> _How to complete this task_
Look through the lines below for the word "Meixiu", and copy every line that has it.

Collected data:
- - - - - - -

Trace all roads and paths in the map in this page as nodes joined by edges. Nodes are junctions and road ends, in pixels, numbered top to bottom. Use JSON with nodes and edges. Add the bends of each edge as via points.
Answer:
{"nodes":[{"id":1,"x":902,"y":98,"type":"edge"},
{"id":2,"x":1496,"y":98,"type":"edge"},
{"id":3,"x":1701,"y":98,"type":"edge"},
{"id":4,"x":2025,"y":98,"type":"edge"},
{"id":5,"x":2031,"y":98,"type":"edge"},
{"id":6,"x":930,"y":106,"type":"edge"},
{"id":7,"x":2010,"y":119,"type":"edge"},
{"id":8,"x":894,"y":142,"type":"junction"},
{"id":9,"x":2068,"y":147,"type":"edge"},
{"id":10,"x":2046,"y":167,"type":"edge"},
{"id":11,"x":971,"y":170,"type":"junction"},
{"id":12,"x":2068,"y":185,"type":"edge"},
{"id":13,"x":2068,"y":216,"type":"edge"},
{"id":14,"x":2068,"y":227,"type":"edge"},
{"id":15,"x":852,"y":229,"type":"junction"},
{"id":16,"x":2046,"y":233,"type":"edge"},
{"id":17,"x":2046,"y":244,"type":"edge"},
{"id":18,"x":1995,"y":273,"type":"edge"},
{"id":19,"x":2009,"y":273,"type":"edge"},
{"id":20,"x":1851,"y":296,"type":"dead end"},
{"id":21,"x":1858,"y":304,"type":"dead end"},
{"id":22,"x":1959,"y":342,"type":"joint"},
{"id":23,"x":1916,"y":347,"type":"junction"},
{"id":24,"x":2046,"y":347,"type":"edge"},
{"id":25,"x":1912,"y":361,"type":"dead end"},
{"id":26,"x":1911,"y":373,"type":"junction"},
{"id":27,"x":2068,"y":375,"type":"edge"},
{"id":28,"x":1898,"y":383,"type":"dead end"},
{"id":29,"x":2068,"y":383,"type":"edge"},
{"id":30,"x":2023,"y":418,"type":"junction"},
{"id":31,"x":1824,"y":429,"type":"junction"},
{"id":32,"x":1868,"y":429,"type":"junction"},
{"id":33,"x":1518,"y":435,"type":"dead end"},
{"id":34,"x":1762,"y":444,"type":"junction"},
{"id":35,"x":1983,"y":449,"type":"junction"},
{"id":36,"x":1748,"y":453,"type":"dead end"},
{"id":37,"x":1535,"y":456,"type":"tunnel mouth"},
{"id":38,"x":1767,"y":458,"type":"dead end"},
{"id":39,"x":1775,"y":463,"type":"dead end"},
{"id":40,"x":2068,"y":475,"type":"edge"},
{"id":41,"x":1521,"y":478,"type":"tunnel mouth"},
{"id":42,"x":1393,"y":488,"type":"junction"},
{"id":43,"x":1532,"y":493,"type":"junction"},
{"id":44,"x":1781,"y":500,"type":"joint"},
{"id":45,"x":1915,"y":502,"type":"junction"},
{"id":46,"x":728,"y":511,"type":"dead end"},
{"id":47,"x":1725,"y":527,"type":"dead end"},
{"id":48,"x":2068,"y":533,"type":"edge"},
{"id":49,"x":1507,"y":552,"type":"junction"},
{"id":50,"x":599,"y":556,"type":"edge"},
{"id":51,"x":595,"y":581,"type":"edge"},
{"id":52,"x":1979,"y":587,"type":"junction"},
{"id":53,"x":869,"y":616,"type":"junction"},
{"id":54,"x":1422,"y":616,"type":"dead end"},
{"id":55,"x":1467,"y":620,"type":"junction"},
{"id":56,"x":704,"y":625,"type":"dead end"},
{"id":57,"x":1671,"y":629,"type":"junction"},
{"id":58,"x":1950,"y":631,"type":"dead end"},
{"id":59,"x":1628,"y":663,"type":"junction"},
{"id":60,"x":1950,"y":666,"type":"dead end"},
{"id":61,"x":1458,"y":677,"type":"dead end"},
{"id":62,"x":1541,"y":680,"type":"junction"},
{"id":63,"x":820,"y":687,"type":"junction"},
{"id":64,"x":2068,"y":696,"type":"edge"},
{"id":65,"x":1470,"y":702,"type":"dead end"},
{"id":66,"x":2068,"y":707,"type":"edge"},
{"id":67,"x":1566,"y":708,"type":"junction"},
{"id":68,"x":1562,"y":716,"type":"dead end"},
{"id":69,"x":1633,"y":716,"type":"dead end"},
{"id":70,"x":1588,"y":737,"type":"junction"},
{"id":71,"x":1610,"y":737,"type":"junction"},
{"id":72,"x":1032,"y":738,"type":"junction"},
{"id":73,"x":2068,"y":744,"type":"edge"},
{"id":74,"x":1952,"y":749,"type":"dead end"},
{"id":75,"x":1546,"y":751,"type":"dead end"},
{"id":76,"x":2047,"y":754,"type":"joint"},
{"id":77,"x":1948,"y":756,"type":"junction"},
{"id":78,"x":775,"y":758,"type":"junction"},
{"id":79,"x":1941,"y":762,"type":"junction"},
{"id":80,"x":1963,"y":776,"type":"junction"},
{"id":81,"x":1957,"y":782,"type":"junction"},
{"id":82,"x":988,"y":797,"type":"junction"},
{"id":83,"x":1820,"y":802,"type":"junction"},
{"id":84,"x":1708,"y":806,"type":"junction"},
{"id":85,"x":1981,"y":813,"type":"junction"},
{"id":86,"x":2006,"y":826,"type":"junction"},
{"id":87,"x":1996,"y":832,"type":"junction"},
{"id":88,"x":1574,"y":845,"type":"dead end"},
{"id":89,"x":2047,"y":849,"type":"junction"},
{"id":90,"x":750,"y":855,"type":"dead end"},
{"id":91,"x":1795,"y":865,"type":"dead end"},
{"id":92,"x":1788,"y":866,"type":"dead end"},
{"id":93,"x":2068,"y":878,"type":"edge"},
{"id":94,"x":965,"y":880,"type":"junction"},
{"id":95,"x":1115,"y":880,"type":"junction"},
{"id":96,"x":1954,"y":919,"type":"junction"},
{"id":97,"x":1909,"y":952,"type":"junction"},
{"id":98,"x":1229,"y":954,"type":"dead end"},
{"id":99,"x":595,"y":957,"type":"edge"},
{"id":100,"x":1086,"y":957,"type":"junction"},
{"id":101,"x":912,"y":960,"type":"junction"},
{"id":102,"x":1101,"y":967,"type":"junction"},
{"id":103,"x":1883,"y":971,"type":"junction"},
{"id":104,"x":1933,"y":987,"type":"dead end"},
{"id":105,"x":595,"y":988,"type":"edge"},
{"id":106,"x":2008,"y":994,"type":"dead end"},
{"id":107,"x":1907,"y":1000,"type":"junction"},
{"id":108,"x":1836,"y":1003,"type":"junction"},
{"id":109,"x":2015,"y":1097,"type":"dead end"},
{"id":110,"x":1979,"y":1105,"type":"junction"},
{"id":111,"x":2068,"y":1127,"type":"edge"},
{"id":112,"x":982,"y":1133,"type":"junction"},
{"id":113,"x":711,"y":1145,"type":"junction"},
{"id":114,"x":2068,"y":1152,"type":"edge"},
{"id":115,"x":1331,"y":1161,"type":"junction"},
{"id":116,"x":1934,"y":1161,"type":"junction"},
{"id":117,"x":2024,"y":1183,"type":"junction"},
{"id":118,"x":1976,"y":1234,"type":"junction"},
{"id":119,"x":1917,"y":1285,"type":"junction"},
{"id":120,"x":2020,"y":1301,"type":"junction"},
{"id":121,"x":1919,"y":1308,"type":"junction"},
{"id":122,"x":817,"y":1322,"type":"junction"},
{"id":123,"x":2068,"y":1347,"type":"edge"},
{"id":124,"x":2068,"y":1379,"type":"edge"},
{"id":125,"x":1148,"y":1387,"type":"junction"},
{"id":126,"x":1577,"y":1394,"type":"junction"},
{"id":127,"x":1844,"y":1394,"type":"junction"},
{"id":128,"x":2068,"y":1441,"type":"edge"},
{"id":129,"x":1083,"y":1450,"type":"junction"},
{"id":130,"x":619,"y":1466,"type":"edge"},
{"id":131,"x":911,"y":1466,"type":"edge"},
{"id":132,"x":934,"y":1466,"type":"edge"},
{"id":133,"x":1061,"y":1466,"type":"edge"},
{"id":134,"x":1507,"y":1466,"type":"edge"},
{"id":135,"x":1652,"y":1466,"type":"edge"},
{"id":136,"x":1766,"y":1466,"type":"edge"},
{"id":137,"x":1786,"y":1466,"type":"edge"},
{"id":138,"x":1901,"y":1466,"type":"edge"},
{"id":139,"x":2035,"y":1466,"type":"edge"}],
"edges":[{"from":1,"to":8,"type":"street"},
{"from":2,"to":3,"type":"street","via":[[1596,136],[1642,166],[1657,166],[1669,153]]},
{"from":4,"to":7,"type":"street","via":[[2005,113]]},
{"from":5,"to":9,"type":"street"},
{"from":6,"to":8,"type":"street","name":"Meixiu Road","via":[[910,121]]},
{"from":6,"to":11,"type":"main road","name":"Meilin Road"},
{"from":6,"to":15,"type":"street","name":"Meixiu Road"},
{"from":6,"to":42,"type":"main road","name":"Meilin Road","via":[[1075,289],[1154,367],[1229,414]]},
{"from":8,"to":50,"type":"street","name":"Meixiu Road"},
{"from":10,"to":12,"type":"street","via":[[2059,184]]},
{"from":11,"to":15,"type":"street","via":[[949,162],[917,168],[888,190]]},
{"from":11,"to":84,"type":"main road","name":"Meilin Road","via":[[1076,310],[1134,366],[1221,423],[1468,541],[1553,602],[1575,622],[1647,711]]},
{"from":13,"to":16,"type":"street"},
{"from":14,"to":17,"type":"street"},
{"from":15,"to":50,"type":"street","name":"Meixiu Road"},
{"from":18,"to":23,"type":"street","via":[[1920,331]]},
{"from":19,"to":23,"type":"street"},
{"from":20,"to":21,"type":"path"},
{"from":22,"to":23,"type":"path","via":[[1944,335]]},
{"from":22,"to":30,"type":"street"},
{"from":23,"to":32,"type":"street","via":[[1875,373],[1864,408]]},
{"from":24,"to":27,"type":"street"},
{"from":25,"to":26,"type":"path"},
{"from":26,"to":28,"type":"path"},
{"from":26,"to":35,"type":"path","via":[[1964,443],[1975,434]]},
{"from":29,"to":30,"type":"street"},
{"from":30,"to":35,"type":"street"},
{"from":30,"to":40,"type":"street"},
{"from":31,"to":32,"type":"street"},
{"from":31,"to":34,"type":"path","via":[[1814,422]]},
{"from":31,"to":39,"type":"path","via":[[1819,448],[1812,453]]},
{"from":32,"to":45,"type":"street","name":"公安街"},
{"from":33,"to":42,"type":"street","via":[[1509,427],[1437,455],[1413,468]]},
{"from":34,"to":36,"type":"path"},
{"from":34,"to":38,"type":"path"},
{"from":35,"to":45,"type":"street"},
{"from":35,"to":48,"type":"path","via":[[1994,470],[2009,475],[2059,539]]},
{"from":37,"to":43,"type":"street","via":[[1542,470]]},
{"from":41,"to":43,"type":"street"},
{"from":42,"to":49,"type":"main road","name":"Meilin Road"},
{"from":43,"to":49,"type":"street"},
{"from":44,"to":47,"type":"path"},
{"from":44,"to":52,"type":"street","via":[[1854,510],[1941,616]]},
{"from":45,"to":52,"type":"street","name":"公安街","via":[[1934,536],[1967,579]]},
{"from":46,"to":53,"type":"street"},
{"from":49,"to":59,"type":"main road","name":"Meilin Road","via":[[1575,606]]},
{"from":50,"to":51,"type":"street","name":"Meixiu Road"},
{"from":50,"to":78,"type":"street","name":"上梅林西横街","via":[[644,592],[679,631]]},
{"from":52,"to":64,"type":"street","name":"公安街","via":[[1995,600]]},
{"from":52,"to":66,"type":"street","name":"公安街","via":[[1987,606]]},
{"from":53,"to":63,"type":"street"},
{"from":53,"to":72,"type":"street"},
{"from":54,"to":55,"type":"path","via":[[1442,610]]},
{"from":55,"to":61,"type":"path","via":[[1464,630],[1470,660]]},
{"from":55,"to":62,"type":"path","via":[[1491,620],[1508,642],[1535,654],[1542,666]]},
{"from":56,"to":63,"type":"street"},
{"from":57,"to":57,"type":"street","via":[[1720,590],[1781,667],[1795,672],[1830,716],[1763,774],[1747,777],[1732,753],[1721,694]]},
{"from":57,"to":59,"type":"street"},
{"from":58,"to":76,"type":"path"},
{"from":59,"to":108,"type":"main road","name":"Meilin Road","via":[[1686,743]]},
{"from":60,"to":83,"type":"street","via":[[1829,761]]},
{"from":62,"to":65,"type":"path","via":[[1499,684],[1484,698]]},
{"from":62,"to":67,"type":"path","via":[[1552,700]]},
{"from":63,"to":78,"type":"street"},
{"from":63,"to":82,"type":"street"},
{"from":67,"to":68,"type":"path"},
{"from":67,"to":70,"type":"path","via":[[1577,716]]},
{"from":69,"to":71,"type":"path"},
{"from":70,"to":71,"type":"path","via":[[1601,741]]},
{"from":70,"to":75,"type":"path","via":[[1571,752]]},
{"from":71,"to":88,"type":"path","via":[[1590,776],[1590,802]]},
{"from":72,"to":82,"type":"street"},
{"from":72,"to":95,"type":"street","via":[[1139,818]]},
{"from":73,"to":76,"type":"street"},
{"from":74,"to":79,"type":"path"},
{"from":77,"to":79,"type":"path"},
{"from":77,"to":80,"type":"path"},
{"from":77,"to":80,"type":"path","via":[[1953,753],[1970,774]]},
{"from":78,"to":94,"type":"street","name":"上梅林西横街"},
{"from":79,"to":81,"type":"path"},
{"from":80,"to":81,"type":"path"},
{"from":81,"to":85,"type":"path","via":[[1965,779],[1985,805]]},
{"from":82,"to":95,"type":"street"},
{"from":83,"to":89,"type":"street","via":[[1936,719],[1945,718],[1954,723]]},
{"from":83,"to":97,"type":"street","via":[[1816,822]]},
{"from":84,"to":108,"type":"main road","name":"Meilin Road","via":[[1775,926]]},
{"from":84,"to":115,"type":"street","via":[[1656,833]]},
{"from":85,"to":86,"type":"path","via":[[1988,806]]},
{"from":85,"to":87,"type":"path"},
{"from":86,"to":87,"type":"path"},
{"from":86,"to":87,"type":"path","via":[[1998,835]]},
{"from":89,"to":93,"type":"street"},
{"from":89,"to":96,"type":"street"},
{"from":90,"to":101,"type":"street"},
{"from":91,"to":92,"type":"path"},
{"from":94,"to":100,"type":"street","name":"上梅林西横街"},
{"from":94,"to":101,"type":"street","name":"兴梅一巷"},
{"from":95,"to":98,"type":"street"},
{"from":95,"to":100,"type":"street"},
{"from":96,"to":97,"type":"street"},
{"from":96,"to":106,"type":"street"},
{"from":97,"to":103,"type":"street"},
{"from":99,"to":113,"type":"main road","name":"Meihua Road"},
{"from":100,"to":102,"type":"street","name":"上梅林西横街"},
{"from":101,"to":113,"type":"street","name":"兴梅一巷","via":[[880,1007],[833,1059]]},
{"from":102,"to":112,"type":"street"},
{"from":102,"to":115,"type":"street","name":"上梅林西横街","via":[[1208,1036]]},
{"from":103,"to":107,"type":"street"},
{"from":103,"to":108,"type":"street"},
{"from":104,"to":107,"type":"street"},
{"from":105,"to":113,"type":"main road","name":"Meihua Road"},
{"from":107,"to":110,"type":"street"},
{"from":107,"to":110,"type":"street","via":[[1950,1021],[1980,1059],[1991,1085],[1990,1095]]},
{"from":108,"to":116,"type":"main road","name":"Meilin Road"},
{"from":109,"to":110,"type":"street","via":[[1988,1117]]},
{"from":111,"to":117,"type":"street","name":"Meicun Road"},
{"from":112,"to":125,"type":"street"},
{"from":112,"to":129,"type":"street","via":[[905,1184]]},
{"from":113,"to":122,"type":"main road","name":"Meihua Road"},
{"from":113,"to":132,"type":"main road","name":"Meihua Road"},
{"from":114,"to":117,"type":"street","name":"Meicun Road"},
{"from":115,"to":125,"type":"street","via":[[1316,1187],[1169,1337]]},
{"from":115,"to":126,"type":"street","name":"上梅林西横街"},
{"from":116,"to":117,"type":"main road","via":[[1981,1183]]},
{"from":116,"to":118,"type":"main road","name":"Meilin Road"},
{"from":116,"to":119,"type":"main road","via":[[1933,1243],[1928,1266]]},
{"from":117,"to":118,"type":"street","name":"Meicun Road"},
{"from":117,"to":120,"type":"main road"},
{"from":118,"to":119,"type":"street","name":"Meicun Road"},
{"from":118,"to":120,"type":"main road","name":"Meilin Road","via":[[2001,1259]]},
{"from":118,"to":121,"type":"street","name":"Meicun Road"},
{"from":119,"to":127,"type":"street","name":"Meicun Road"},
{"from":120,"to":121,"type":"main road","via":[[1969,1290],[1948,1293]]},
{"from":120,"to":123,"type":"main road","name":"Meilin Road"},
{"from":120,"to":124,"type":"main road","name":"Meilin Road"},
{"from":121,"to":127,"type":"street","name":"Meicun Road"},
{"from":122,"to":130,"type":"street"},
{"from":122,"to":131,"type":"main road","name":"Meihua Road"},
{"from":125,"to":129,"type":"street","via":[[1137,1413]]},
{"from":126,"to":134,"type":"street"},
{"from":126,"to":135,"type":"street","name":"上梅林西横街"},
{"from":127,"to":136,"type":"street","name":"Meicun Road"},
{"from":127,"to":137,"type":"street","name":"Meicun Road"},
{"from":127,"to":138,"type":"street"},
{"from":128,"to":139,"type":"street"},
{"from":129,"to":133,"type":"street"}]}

- - - - - - -

> _Answer for the task_
{"from":6,"to":8,"type":"street","name":"Meixiu Road","via":[[910,121]]},
{"from":6,"to":15,"type":"street","name":"Meixiu Road"},
{"from":8,"to":50,"type":"street","name":"Meixiu Road"},
{"from":15,"to":50,"type":"street","name":"Meixiu Road"},
{"from":50,"to":51,"type":"street","name":"Meixiu Road"},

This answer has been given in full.